[Saved entries]
::::

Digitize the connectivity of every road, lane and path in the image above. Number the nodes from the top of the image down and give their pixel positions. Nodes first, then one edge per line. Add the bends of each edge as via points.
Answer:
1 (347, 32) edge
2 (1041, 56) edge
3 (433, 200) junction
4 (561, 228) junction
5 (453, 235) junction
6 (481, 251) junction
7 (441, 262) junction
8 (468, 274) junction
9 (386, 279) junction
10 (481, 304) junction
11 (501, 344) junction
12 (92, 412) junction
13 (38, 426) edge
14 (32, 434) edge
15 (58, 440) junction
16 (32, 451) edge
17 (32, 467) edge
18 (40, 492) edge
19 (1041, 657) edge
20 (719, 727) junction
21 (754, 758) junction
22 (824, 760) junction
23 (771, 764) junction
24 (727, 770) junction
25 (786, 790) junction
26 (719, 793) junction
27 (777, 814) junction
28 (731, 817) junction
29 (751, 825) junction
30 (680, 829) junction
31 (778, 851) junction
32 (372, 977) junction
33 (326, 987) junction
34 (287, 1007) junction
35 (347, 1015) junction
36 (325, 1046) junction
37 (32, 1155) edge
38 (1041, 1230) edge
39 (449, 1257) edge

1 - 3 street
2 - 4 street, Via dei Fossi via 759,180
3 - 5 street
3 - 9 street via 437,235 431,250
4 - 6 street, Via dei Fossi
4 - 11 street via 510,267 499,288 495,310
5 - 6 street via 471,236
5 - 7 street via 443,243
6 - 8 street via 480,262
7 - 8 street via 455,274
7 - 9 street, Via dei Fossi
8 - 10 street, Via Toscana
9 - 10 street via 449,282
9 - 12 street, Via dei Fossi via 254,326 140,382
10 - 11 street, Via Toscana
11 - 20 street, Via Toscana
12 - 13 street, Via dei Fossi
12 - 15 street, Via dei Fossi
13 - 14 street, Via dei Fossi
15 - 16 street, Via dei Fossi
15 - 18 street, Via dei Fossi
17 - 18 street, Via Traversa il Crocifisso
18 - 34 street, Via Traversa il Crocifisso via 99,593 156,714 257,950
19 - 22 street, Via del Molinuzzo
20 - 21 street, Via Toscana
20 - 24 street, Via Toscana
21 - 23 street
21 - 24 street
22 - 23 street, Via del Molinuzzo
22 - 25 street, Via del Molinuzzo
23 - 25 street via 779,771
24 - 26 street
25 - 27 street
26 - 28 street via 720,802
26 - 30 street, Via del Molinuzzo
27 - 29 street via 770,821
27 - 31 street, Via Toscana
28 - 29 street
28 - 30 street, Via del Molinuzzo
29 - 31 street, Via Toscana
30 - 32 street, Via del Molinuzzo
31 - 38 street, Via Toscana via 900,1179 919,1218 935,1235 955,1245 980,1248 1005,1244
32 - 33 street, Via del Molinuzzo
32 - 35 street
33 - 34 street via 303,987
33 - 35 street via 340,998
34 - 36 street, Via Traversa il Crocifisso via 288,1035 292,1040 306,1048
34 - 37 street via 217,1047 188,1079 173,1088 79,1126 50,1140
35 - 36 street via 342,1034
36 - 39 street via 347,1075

::::

## The task
Once you have read the records above, output each of them verbatim.

## Output for this task
Digitize the connectivity of every road, lane and path in the image above. Number the nodes from the top of the image down and give their pixel positions. Nodes first, then one edge per line. Add the bends of each edge as via points.
Answer:
1 (347, 32) edge
2 (1041, 56) edge
3 (433, 200) junction
4 (561, 228) junction
5 (453, 235) junction
6 (481, 251) junction
7 (441, 262) junction
8 (468, 274) junction
9 (386, 279) junction
10 (481, 304) junction
11 (501, 344) junction
12 (92, 412) junction
13 (38, 426) edge
14 (32, 434) edge
15 (58, 440) junction
16 (32, 451) edge
17 (32, 467) edge
18 (40, 492) edge
19 (1041, 657) edge
20 (719, 727) junction
21 (754, 758) junction
22 (824, 760) junction
23 (771, 764) junction
24 (727, 770) junction
25 (786, 790) junction
26 (719, 793) junction
27 (777, 814) junction
28 (731, 817) junction
29 (751, 825) junction
30 (680, 829) junction
31 (778, 851) junction
32 (372, 977) junction
33 (326, 987) junction
34 (287, 1007) junction
35 (347, 1015) junction
36 (325, 1046) junction
37 (32, 1155) edge
38 (1041, 1230) edge
39 (449, 1257) edge

1 - 3 street
2 - 4 street, Via dei Fossi via 759,180
3 - 5 street
3 - 9 street via 437,235 431,250
4 - 6 street, Via dei Fossi
4 - 11 street via 510,267 499,288 495,310
5 - 6 street via 471,236
5 - 7 street via 443,243
6 - 8 street via 480,262
7 - 8 street via 455,274
7 - 9 street, Via dei Fossi
8 - 10 street, Via Toscana
9 - 10 street via 449,282
9 - 12 street, Via dei Fossi via 254,326 140,382
10 - 11 street, Via Toscana
11 - 20 street, Via Toscana
12 - 13 street, Via dei Fossi
12 - 15 street, Via dei Fossi
13 - 14 street, Via dei Fossi
15 - 16 street, Via dei Fossi
15 - 18 street, Via dei Fossi
17 - 18 street, Via Traversa il Crocifisso
18 - 34 street, Via Traversa il Crocifisso via 99,593 156,714 257,950
19 - 22 street, Via del Molinuzzo
20 - 21 street, Via Toscana
20 - 24 street, Via Toscana
21 - 23 street
21 - 24 street
22 - 23 street, Via del Molinuzzo
22 - 25 street, Via del Molinuzzo
23 - 25 street via 779,771
24 - 26 street
25 - 27 street
26 - 28 street via 720,802
26 - 30 street, Via del Molinuzzo
27 - 29 street via 770,821
27 - 31 street, Via Toscana
28 - 29 street
28 - 30 street, Via del Molinuzzo
29 - 31 street, Via Toscana
30 - 32 street, Via del Molinuzzo
31 - 38 street, Via Toscana via 900,1179 919,1218 935,1235 955,1245 980,1248 1005,1244
32 - 33 street, Via del Molinuzzo
32 - 35 street
33 - 34 street via 303,987
33 - 35 street via 340,998
34 - 36 street, Via Traversa il Crocifisso via 288,1035 292,1040 306,1048
34 - 37 street via 217,1047 188,1079 173,1088 79,1126 50,1140
35 - 36 street via 342,1034
36 - 39 street via 347,1075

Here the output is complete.